Top ten international LED lighting standards II

<< Go Back Posted By:admin on Jan 07,2015in Industry News

5. FCC certification

The Federal Communications Commission (FCC) was established in 1934 by an independent U.S. organization, and directly reports to congress. FCC uses wireless broadcast, TV, telecommunication, satellite and cable to communicate in U.S. and internationally. Many wireless applications, telecommunications and digital products must receive FCC approval before entering the U.S. market. The FCC will also inspect and study product safety at various stages to find the best solutions. Wireless electronics and navigation device testing are also services provided by the FCC.

6. MET standard

The MET standard is applicable in the U.S. and Canadian markets. Products labelled with the C-US and MET mark have passed regulations and can be sold on both markets.

7. CB standard

The CB system is a testing certification system under IEC. The IECEE is an international standard system based on IEC standards to test electronic product safety.

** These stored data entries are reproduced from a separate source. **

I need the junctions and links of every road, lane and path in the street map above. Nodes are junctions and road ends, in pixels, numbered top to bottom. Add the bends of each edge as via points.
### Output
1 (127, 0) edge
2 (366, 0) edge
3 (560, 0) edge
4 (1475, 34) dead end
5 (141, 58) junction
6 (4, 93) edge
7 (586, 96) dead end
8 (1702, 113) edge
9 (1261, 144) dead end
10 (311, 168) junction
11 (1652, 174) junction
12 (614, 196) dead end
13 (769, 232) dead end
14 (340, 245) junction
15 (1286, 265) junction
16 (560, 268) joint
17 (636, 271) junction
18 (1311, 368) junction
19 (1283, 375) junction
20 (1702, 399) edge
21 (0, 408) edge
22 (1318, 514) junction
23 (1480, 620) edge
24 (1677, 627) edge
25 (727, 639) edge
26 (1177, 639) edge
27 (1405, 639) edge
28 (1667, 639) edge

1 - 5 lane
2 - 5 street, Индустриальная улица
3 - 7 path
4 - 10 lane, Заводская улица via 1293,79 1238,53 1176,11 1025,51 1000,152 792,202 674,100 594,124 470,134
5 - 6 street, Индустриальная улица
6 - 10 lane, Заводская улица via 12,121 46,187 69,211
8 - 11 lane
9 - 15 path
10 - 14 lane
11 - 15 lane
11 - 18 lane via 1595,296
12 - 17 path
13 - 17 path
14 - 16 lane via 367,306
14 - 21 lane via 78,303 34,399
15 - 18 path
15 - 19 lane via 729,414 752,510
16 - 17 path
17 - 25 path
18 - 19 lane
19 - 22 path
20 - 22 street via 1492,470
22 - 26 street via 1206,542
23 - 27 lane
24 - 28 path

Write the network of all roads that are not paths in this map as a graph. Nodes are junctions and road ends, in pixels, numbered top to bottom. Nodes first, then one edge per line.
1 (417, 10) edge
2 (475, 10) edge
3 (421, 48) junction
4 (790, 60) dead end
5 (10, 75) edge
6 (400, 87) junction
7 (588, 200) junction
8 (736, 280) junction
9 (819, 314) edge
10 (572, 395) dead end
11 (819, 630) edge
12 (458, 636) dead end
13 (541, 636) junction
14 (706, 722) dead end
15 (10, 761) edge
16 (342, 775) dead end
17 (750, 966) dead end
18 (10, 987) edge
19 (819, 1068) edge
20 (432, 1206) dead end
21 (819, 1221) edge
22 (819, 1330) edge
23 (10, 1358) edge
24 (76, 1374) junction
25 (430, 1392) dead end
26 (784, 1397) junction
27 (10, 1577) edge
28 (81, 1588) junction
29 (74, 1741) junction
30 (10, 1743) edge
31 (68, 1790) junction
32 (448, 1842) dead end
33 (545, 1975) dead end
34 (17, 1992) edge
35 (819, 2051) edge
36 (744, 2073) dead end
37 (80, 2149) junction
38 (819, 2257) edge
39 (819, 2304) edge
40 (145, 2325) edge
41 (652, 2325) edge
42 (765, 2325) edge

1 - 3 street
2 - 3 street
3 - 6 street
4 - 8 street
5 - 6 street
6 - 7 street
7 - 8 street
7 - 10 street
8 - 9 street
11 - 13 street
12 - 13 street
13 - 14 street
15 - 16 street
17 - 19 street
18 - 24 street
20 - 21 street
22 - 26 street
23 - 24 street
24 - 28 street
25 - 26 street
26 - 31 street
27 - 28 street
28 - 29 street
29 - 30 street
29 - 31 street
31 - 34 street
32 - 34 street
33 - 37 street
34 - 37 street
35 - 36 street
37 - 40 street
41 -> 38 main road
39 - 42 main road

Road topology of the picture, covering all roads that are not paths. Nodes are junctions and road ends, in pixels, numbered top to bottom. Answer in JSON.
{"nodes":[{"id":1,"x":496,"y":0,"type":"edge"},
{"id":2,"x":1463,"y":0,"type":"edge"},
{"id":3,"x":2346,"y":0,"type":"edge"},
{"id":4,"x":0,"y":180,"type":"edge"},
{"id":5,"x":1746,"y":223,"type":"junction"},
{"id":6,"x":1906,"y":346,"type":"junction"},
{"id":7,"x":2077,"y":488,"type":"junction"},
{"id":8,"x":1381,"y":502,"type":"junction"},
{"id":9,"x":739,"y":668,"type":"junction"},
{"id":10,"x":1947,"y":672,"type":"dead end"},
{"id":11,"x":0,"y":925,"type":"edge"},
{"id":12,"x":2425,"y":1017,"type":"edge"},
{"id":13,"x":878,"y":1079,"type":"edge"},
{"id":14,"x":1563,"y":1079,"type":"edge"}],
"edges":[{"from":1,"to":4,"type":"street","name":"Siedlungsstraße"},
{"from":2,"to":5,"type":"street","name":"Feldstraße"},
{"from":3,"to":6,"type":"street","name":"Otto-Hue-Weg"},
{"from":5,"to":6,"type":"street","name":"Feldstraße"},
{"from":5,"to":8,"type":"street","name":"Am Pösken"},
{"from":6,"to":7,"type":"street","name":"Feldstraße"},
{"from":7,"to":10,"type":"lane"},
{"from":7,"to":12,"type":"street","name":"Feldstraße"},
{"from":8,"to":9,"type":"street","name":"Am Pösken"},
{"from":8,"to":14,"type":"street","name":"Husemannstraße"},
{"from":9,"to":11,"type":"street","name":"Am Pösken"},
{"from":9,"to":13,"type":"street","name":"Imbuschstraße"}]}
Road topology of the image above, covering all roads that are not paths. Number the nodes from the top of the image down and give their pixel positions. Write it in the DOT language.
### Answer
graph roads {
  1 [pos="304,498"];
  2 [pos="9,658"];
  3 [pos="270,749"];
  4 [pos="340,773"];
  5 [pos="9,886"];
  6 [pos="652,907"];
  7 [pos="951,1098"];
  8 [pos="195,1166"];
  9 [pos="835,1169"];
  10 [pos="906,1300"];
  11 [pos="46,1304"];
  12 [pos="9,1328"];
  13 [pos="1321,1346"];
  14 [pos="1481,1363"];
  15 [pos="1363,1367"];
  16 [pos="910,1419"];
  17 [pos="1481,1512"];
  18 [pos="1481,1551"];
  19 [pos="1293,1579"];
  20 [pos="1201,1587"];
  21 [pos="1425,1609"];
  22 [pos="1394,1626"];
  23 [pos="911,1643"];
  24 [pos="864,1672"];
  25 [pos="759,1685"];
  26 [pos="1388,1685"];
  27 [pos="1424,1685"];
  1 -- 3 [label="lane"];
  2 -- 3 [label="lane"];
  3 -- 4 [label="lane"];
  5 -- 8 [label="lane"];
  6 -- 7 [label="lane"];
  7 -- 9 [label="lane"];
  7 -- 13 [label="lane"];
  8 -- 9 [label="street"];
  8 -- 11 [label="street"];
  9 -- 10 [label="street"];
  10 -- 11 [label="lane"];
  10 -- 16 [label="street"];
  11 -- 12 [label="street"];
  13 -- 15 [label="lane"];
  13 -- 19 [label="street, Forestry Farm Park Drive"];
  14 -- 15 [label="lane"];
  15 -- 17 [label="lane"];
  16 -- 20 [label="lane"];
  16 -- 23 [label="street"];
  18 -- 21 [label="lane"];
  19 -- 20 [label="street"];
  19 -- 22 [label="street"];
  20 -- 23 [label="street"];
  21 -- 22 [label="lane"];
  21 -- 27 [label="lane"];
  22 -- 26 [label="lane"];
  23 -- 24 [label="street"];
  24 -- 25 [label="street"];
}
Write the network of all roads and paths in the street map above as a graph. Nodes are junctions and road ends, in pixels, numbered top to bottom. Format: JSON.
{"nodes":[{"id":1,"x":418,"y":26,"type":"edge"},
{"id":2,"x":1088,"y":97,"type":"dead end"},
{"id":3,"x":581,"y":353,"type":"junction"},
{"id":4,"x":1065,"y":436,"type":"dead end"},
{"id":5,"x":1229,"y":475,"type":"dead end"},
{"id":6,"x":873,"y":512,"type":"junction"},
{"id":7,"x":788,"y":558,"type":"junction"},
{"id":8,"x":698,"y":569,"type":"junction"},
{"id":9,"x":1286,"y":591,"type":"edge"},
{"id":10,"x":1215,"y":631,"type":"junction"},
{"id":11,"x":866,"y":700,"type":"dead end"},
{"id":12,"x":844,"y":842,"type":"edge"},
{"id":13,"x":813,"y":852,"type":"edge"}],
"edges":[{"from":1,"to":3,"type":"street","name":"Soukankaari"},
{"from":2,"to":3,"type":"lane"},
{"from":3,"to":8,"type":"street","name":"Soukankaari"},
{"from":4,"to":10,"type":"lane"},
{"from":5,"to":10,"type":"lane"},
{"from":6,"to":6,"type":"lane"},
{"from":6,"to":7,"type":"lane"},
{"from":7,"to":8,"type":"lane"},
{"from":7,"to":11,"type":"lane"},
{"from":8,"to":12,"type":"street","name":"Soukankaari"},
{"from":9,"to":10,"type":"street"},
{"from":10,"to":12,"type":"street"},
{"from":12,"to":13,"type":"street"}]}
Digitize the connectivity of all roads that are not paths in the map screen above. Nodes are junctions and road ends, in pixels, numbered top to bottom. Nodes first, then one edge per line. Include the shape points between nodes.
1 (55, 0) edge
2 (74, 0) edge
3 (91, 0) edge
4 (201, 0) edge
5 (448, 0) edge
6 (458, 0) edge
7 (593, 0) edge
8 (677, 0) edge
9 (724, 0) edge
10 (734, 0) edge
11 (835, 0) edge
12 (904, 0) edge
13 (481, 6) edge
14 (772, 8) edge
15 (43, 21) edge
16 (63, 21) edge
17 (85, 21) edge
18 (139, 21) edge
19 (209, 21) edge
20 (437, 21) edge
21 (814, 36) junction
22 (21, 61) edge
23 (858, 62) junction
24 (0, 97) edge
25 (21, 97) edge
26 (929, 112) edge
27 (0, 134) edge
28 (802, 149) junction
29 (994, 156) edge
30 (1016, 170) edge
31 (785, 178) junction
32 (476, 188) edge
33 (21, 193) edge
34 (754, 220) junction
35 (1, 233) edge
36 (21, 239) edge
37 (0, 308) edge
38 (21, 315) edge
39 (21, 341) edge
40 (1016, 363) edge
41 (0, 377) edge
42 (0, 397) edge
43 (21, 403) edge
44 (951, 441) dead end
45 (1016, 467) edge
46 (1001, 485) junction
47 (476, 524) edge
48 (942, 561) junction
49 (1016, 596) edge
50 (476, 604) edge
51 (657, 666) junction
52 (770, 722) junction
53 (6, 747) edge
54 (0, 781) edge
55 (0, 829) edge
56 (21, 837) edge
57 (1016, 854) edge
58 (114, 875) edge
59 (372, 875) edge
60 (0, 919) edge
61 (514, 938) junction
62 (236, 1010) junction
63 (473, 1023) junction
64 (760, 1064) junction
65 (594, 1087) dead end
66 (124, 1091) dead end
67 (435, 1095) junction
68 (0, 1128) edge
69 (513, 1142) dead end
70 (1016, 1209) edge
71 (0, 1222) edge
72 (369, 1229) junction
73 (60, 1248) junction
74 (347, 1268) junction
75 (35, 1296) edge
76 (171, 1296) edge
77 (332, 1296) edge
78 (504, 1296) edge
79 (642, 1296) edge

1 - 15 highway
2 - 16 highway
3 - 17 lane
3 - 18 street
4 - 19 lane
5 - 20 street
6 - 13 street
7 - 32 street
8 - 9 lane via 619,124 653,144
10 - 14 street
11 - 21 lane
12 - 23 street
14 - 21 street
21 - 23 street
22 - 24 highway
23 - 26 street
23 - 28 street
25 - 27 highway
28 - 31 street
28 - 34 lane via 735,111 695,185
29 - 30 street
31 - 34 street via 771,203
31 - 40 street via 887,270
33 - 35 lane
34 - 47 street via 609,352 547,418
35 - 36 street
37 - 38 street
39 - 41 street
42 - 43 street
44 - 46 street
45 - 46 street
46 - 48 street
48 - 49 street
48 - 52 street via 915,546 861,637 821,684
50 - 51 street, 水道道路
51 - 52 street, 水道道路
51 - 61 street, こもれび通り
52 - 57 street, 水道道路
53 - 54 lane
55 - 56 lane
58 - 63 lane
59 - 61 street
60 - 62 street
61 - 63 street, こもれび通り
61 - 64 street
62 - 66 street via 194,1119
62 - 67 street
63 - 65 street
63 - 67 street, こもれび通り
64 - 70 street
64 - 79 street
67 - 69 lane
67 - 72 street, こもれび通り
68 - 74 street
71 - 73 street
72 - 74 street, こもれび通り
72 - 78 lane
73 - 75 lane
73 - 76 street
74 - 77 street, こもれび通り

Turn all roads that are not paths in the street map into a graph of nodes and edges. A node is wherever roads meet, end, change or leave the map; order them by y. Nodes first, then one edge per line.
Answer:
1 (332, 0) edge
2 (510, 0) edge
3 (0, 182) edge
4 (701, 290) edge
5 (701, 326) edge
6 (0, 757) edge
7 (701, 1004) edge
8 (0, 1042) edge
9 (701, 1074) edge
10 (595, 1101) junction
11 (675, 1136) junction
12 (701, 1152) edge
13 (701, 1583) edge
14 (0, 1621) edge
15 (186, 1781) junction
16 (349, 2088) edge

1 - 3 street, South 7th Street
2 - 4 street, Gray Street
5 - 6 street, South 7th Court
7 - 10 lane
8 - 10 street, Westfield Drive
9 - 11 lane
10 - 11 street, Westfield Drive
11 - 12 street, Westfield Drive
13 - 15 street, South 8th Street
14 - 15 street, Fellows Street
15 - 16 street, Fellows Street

The test results are published in the CB test reports and certification. Each member state can acquire recognition under the IECEE, which aims to reduce international trade barriers caused by different country standards.

8. CSA certification

Canadian Standards Association (CSA) was established in 1919, and is the first standard Non-Profitable Organization (NPO) in Canada. Electronic products sold in North America need to acquire product safety recognition. The CSA is currently the largest safety standard organization in Canada, it is also one of the world’s most renowned safety organization. The CSA certifies the safety of machines, building material, electronics, computer, office equipment, environmental, medical, fire safety, sports, and entertainment products.

9. GS Standards

The Geprüfte Sicherheit (The GS mark) is a German safety standard. GS certified products are based on the German Equipment and Product Safety Act, and follows the EU’s unified EN standard or Germany’s DIN standard. The standard is voluntary and recognized in Europe and Germany.

10. VDE recognition

Located in Offenbach, Germany, the Verband der Elektrotechnik (VDE) is also the Association for Electrical, Electronic and Information Technologies. The VDE was first founded in 1920 as a neutral and independent product testing certification facility. The VDE test laboratories cover testing and certification for VDE standards, Europe’s EN standards, or IEC standards and certification. In many countries, VDE standard labels are more well-known than local country standards, and are especially valued by importing or exporting manufacturers.